Below are the records; they must be reproduced verbatim.

*** Given data ***

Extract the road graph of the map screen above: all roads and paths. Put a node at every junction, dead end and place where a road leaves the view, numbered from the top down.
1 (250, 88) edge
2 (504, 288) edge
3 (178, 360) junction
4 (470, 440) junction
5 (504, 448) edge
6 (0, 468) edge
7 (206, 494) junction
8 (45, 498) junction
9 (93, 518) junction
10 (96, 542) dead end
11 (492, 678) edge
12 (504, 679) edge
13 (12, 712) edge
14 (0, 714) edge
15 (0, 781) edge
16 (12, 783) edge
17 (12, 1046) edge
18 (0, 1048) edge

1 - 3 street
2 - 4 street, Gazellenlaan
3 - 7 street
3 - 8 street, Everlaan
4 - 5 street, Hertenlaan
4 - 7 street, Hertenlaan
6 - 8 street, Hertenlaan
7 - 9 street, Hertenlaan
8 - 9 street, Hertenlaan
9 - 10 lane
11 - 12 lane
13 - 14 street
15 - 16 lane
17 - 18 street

*** End of Given data ***

Task output =>
Extract the road graph of the map screen above: all roads and paths. Put a node at every junction, dead end and place where a road leaves the view, numbered from the top down.
1 (250, 88) edge
2 (504, 288) edge
3 (178, 360) junction
4 (470, 440) junction
5 (504, 448) edge
6 (0, 468) edge
7 (206, 494) junction
8 (45, 498) junction
9 (93, 518) junction
10 (96, 542) dead end
11 (492, 678) edge
12 (504, 679) edge
13 (12, 712) edge
14 (0, 714) edge
15 (0, 781) edge
16 (12, 783) edge
17 (12, 1046) edge
18 (0, 1048) edge

1 - 3 street
2 - 4 street, Gazellenlaan
3 - 7 street
3 - 8 street, Everlaan
4 - 5 street, Hertenlaan
4 - 7 street, Hertenlaan
6 - 8 street, Hertenlaan
7 - 9 street, Hertenlaan
8 - 9 street, Hertenlaan
9 - 10 lane
11 - 12 lane
13 - 14 street
15 - 16 lane
17 - 18 street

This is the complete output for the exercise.